• _Provided data_:

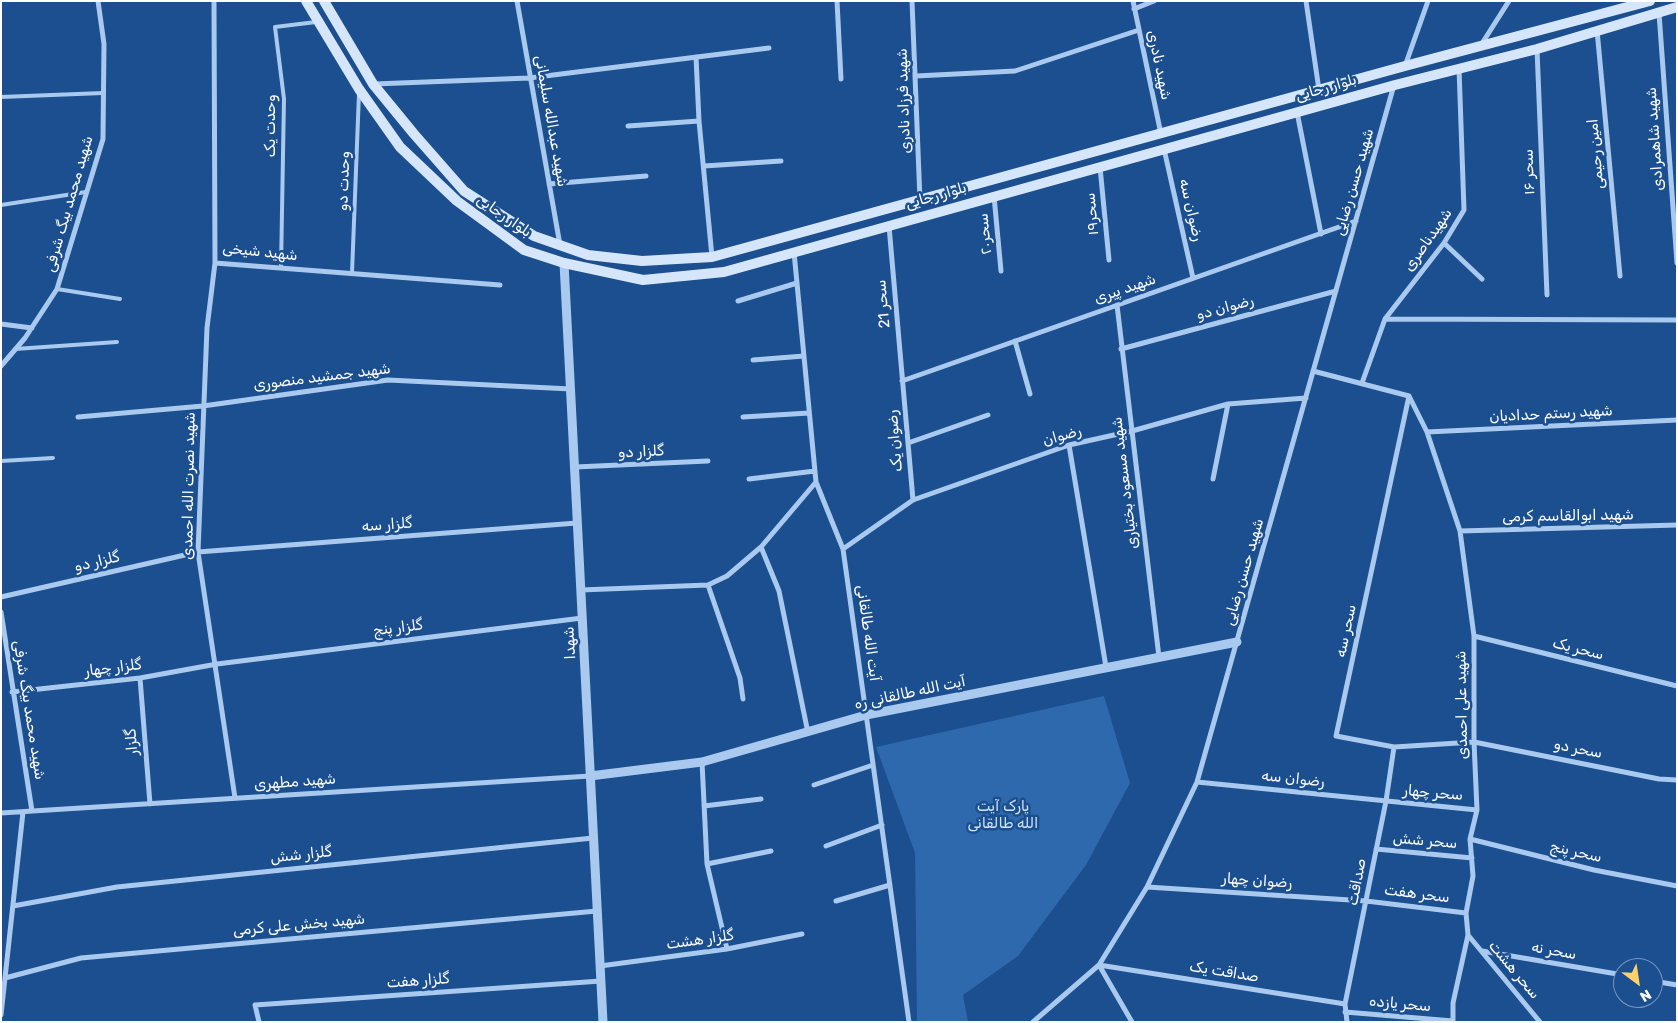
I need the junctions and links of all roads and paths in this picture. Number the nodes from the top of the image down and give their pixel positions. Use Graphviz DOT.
graph roads {
  1 [pos="98,1"];
  2 [pos="214,1"];
  3 [pos="306,1"];
  4 [pos="324,1"];
  5 [pos="517,1"];
  6 [pos="837,1"];
  7 [pos="912,1"];
  8 [pos="1133,1"];
  9 [pos="1154,1"];
  10 [pos="1306,1"];
  11 [pos="1428,1"];
  12 [pos="1509,1"];
  13 [pos="1650,1"];
  14 [pos="1677,8"];
  15 [pos="1134,9"];
  16 [pos="1659,12"];
  17 [pos="318,22"];
  18 [pos="1138,30"];
  19 [pos="1596,30"];
  20 [pos="1480,46"];
  21 [pos="769,48"];
  22 [pos="1537,49"];
  23 [pos="696,57"];
  24 [pos="1405,66"];
  25 [pos="1459,67"];
  26 [pos="916,76"];
  27 [pos="529,78"];
  28 [pos="841,79"];
  29 [pos="373,84"];
  30 [pos="1395,85"];
  31 [pos="359,89"];
  32 [pos="1319,91"];
  33 [pos="103,93"];
  34 [pos="1,97"];
  35 [pos="1297,112"];
  36 [pos="699,121"];
  37 [pos="628,126"];
  38 [pos="1161,134"];
  39 [pos="1164,148"];
  40 [pos="781,161"];
  41 [pos="704,166"];
  42 [pos="1100,166"];
  43 [pos="646,176"];
  44 [pos="549,184"];
  45 [pos="86,192"];
  46 [pos="994,196"];
  47 [pos="920,200"];
  48 [pos="1,205"];
  49 [pos="1356,221"];
  50 [pos="889,225"];
  51 [pos="1321,234"];
  52 [pos="1444,243"];
  53 [pos="560,245"];
  54 [pos="794,252"];
  55 [pos="712,258"];
  56 [pos="1109,260"];
  57 [pos="215,263"];
  58 [pos="564,263"];
  59 [pos="1677,263"];
  60 [pos="281,268"];
  61 [pos="1001,271"];
  62 [pos="352,273"];
  63 [pos="1620,276"];
  64 [pos="1193,278"];
  65 [pos="1482,279"];
  66 [pos="797,284"];
  67 [pos="500,285"];
  68 [pos="57,289"];
  69 [pos="1336,291"];
  70 [pos="1546,295"];
  71 [pos="120,299"];
  72 [pos="738,300"];
  73 [pos="1117,305"];
  74 [pos="1385,319"];
  75 [pos="1677,320"];
  76 [pos="1,324"];
  77 [pos="32,328"];
  78 [pos="1014,341"];
  79 [pos="117,342"];
  80 [pos="1121,348"];
  81 [pos="15,349"];
  82 [pos="804,356"];
  83 [pos="753,360"];
  84 [pos="1,366"];
  85 [pos="1313,371"];
  86 [pos="902,381"];
  87 [pos="1362,383"];
  88 [pos="571,389"];
  89 [pos="1030,394"];
  90 [pos="1409,396"];
  91 [pos="1306,398"];
  92 [pos="1228,404"];
  93 [pos="203,406"];
  94 [pos="809,413"];
  95 [pos="988,415"];
  96 [pos="78,417"];
  97 [pos="743,417"];
  98 [pos="1677,420"];
  99 [pos="1132,431"];
  100 [pos="1427,432"];
  101 [pos="908,444"];
  102 [pos="1069,445"];
  103 [pos="53,458"];
  104 [pos="1,461"];
  105 [pos="708,461"];
  106 [pos="575,467"];
  107 [pos="815,471"];
  108 [pos="749,479"];
  109 [pos="1213,479"];
  110 [pos="816,482"];
  111 [pos="912,500"];
  112 [pos="578,523"];
  113 [pos="1677,525"];
  114 [pos="1460,531"];
  115 [pos="761,547"];
  116 [pos="843,549"];
  117 [pos="198,552"];
  118 [pos="708,585"];
  119 [pos="581,590"];
  120 [pos="1,597"];
  121 [pos="1,612"];
  122 [pos="582,618"];
  123 [pos="1474,636"];
  124 [pos="1237,642"];
  125 [pos="1159,657"];
  126 [pos="217,664"];
  127 [pos="1106,667"];
  128 [pos="140,678"];
  129 [pos="1677,686"];
  130 [pos="12,692"];
  131 [pos="743,699"];
  132 [pos="866,715"];
  133 [pos="808,734"];
  134 [pos="1474,742"];
  135 [pos="1394,747"];
  136 [pos="702,762"];
  137 [pos="873,765"];
  138 [pos="590,776"];
  139 [pos="1677,780"];
  140 [pos="1197,782"];
  141 [pos="814,785"];
  142 [pos="235,798"];
  143 [pos="761,799"];
  144 [pos="1386,801"];
  145 [pos="150,804"];
  146 [pos="704,806"];
  147 [pos="1477,810"];
  148 [pos="32,811"];
  149 [pos="23,812"];
  150 [pos="1,813"];
  151 [pos="882,825"];
  152 [pos="593,838"];
  153 [pos="1470,839"];
  154 [pos="826,846"];
  155 [pos="1376,849"];
  156 [pos="770,851"];
  157 [pos="1472,858"];
  158 [pos="707,864"];
  159 [pos="890,885"];
  160 [pos="1147,886"];
  161 [pos="1677,886"];
  162 [pos="836,901"];
  163 [pos="1366,901"];
  164 [pos="12,906"];
  165 [pos="597,910"];
  166 [pos="1466,913"];
  167 [pos="802,934"];
  168 [pos="1468,935"];
  169 [pos="727,949"];
  170 [pos="1482,951"];
  171 [pos="1099,965"];
  172 [pos="600,966"];
  173 [pos="1613,973"];
  174 [pos="5,978"];
  175 [pos="601,981"];
  176 [pos="1663,983"];
  177 [pos="1677,985"];
  178 [pos="1345,1004"];
  179 [pos="1346,1012"];
  180 [pos="1,1015"];
  181 [pos="1453,1021"];
  182 [pos="259,1022"];
  183 [pos="603,1022"];
  184 [pos="909,1022"];
  185 [pos="1033,1022"];
  186 [pos="1132,1022"];
  187 [pos="1347,1022"];
  188 [pos="1540,1022"];
  1 -- 33 [label="street, شهید محمد بیگ شرفی"];
  2 -- 57 [label="street, شهید شیخی"];
  3 -- 17 [label="main road, بلوار رجایی"];
  4 -- 29 [label="main road, بلوار رجایی"];
  5 -- 27 [label="street, شهید عبدالله سلیمانی"];
  6 -- 28 [label="street"];
  7 -- 26 [label="street, شهید فرزاد نادری"];
  8 -- 15 [label="street, شهید نادری"];
  9 -- 15 [label="street"];
  10 -- 32 [label="street"];
  11 -- 24 [label="street"];
  12 -- 20 [label="street"];
  13 -- 20 [label="main road, بلوار رجایی"];
  14 -- 16 [label="main road, بلوار رجایی"];
  15 -- 18 [label="street, شهید نادری"];
  16 -- 19 [label="main road, بلوار رجایی"];
  16 -- 59 [label="street, شهید شاهمرادی"];
  17 -- 31 [label="main road, بلوار رجایی"];
  17 -- 60 [label="lane, وحدت یک"];
  18 -- 26 [label="street"];
  18 -- 38 [label="street, شهید نادری"];
  19 -- 22 [label="main road, بلوار رجایی"];
  19 -- 63 [label="street, امین رحیمی"];
  20 -- 24 [label="main road, بلوار رجایی"];
  21 -- 23 [label="street"];
  22 -- 25 [label="main road, بلوار رجایی"];
  22 -- 70 [label="street, سحر ۱۶"];
  23 -- 27 [label="street"];
  23 -- 36 [label="street"];
  24 -- 32 [label="main road, بلوار رجایی"];
  25 -- 30 [label="main road, بلوار رجایی"];
  25 -- 52 [label="street, شهیدناصری"];
  26 -- 47 [label="street, شهید فرزاد نادری"];
  27 -- 29 [label="street"];
  27 -- 44 [label="street, شهید عبدالله سلیمانی"];
  29 -- 53 [label="main road, بلوار رجایی"];
  30 -- 35 [label="main road, بلوار رجایی"];
  30 -- 49 [label="street, شهید حسن رضایی"];
  31 -- 58 [label="main road, بلوار رجایی"];
  31 -- 62 [label="lane, وحدت دو"];
  32 -- 38 [label="main road, بلوار رجایی"];
  33 -- 34 [label="lane"];
  33 -- 45 [label="street, شهید محمد بیگ شرفی"];
  35 -- 39 [label="main road, بلوار رجایی"];
  35 -- 51 [label="street"];
  36 -- 37 [label="street"];
  36 -- 41 [label="street"];
  38 -- 47 [label="main road, بلوار رجایی"];
  39 -- 42 [label="main road, بلوار رجایی"];
  39 -- 64 [label="street, رضوان سه"];
  40 -- 41 [label="street"];
  41 -- 55 [label="street"];
  42 -- 46 [label="main road, بلوار رجایی"];
  42 -- 56 [label="street, سحر۱۹"];
  43 -- 44 [label="street"];
  44 -- 53 [label="street, شهید عبدالله سلیمانی"];
  45 -- 48 [label="lane"];
  45 -- 68 [label="street, شهید محمد بیگ شرفی"];
  46 -- 50 [label="main road, بلوار رجایی"];
  46 -- 61 [label="street, سحر۲۰"];
  47 -- 55 [label="main road, بلوار رجایی"];
  49 -- 51 [label="street, شهید پیری"];
  49 -- 69 [label="street, شهید حسن رضایی"];
  50 -- 54 [label="main road, بلوار رجایی"];
  50 -- 86 [label="street, سحر 21"];
  51 -- 64 [label="street, شهید پیری"];
  52 -- 65 [label="street"];
  52 -- 74 [label="street, شهیدناصری"];
  53 -- 55 [label="main road, بلوار رجایی"];
  54 -- 58 [label="main road, بلوار رجایی"];
  54 -- 66 [label="street, آیت الله طالقانی"];
  57 -- 60 [label="street, شهید شیخی"];
  57 -- 93 [label="street, شهید نصرت الله احمدی"];
  58 -- 88 [label="street, شهدا"];
  60 -- 62 [label="street, شهید شیخی"];
  62 -- 67 [label="street, شهید شیخی"];
  64 -- 73 [label="street, شهید پیری"];
  66 -- 72 [label="street"];
  66 -- 82 [label="street, آیت الله طالقانی"];
  68 -- 71 [label="lane"];
  68 -- 77 [label="street, شهید محمد بیگ شرفی"];
  69 -- 80 [label="street, رضوان دو"];
  69 -- 85 [label="street, شهید حسن رضایی"];
  73 -- 78 [label="street, شهید پیری"];
  73 -- 80 [label="street, شهید مسعود بختیاری"];
  74 -- 75 [label="street"];
  74 -- 87 [label="street, شهیدناصری"];
  76 -- 77 [label="street"];
  77 -- 81 [label="street, شهید محمد بیگ شرفی"];
  78 -- 86 [label="street, شهید پیری"];
  78 -- 89 [label="street"];
  79 -- 81 [label="lane"];
  80 -- 99 [label="street, شهید مسعود بختیاری"];
  81 -- 84 [label="street, شهید محمد بیگ شرفی"];
  82 -- 83 [label="street"];
  82 -- 94 [label="street, آیت الله طالقانی"];
  85 -- 87 [label="street"];
  85 -- 91 [label="street, شهید حسن رضایی"];
  86 -- 101 [label="street, رضوان یک"];
  87 -- 90 [label="street"];
  88 -- 93 [label="street, شهید جمشید منصوری"];
  88 -- 106 [label="street, شهدا"];
  90 -- 100 [label="street, شهید علی احمدی"];
  90 -- 135 [label="street, سحر سه"];
  91 -- 92 [label="street, رضوان"];
  91 -- 124 [label="street, شهید حسن رضایی"];
  92 -- 99 [label="street, رضوان"];
  92 -- 109 [label="street"];
  93 -- 96 [label="street, شهید جمشید منصوری"];
  93 -- 117 [label="street, شهید نصرت الله احمدی"];
  94 -- 97 [label="street"];
  94 -- 107 [label="street, آیت الله طالقانی"];
  95 -- 101 [label="street"];
  98 -- 100 [label="street, شهید رستم حدادیان"];
  99 -- 102 [label="street, رضوان"];
  99 -- 125 [label="street, شهید مسعود بختیاری"];
  100 -- 114 [label="street, شهید علی احمدی"];
  101 -- 111 [label="street, رضوان یک"];
  102 -- 111 [label="street, رضوان"];
  102 -- 127 [label="street"];
  103 -- 104 [label="lane"];
  105 -- 106 [label="street, گلزار دو"];
  106 -- 112 [label="street, شهدا"];
  107 -- 108 [label="street"];
  107 -- 110 [label="street, آیت الله طالقانی"];
  110 -- 115 [label="street"];
  110 -- 116 [label="street, آیت الله طالقانی"];
  111 -- 116 [label="street, رضوان"];
  112 -- 117 [label="street, گلزار سه"];
  112 -- 119 [label="street, شهدا"];
  113 -- 114 [label="street, شهید ابوالقاسم کرمی"];
  114 -- 123 [label="street, شهید علی احمدی"];
  115 -- 118 [label="street"];
  115 -- 133 [label="street"];
  116 -- 132 [label="street, آیت الله طالقانی"];
  117 -- 120 [label="street, گلزار دو"];
  117 -- 126 [label="street, شهید نصرت الله احمدی"];
  118 -- 119 [label="street"];
  118 -- 131 [label="street"];
  119 -- 122 [label="street, شهدا"];
  121 -- 130 [label="street, شهید محمد بیگ شرفی"];
  122 -- 126 [label="street, گلزار پنج"];
  122 -- 138 [label="street, شهدا"];
  123 -- 129 [label="street, سحر یک"];
  123 -- 134 [label="street, شهید علی احمدی"];
  124 -- 125 [label="street, آیت الله طالقانی ره"];
  124 -- 140 [label="street, شهید حسن رضایی"];
  125 -- 127 [label="street, آیت الله طالقانی ره"];
  126 -- 128 [label="street, گلزار چهار"];
  126 -- 142 [label="street, شهید نصرت الله احمدی"];
  127 -- 132 [label="street, آیت الله طالقانی ره"];
  128 -- 130 [label="street, گلزار چهار"];
  128 -- 145 [label="street, گلزار"];
  130 -- 148 [label="street, شهید محمد بیگ شرفی"];
  132 -- 133 [label="street, آیت الله طالقانی ره"];
  132 -- 137 [label="street, آیت الله طالقانی"];
  133 -- 136 [label="street, آیت الله طالقانی ره"];
  134 -- 135 [label="street, سحر سه"];
  134 -- 139 [label="street, سحر دو"];
  134 -- 147 [label="street, شهید علی احمدی"];
  135 -- 144 [label="street, صداقت"];
  136 -- 138 [label="street, آیت الله طالقانی ره"];
  136 -- 146 [label="street"];
  137 -- 141 [label="street"];
  137 -- 151 [label="street, آیت الله طالقانی"];
  138 -- 142 [label="street, شهید مطهری"];
  138 -- 152 [label="street, شهدا"];
  140 -- 144 [label="street, رضوان سه"];
  140 -- 160 [label="street, شهید حسن رضایی"];
  142 -- 145 [label="street, شهید مطهری"];
  143 -- 146 [label="street"];
  144 -- 147 [label="street, سحر چهار"];
  144 -- 155 [label="street, صداقت"];
  145 -- 148 [label="street, شهید مطهری"];
  146 -- 158 [label="street"];
  147 -- 153 [label="street, شهید علی احمدی"];
  148 -- 149 [label="street, شهید مطهری"];
  149 -- 150 [label="street, شهید مطهری"];
  149 -- 164 [label="street"];
  151 -- 154 [label="street"];
  151 -- 159 [label="street, آیت الله طالقانی"];
  152 -- 164 [label="street, گلزار شش"];
  152 -- 165 [label="street, شهدا"];
  153 -- 157 [label="street, شهید علی احمدی"];
  153 -- 161 [label="street, سحر پنج"];
  155 -- 157 [label="street, سحر شش"];
  155 -- 163 [label="street, صداقت"];
  156 -- 158 [label="street"];
  157 -- 166 [label="street, شهید علی احمدی"];
  158 -- 169 [label="street"];
  159 -- 162 [label="street"];
  159 -- 184 [label="street, آیت الله طالقانی"];
  160 -- 163 [label="street, رضوان چهار"];
  160 -- 171 [label="street, شهید حسن رضایی"];
  163 -- 166 [label="street, سحر هفت"];
  163 -- 178 [label="street, صداقت"];
  164 -- 174 [label="street"];
  165 -- 172 [label="street, شهدا"];
  165 -- 174 [label="street, شهید بخش علی کرمی"];
  166 -- 168 [label="street, شهید علی احمدی"];
  167 -- 169 [label="street, گلزار هشت"];
  168 -- 170 [label="street, سحر هشت"];
  168 -- 181 [label="street, شهید علی احمدی"];
  169 -- 172 [label="street, گلزار هشت"];
  170 -- 173 [label="street, سحر نه"];
  170 -- 188 [label="street, سحر هشت"];
  171 -- 178 [label="street, صداقت یک"];
  171 -- 185 [label="street, شهید حسن رضایی"];
  171 -- 186 [label="street"];
  172 -- 175 [label="street, شهدا"];
  174 -- 180 [label="street"];
  175 -- 182 [label="street, گلزار هفت"];
  175 -- 183 [label="street, شهدا"];
  176 -- 177 [label="street"];
  178 -- 179 [label="street, صداقت"];
  179 -- 181 [label="street, سحر یازده"];
  179 -- 187 [label="street, صداقت"];
}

• _What is expected_: Only lines holding the word "مطهری" belong in the answer; copy all of them from the records.

• _Answer section_:
  138 -- 142 [label="street, شهید مطهری"];
  142 -- 145 [label="street, شهید مطهری"];
  145 -- 148 [label="street, شهید مطهری"];
  148 -- 149 [label="street, شهید مطهری"];
  149 -- 150 [label="street, شهید مطهری"];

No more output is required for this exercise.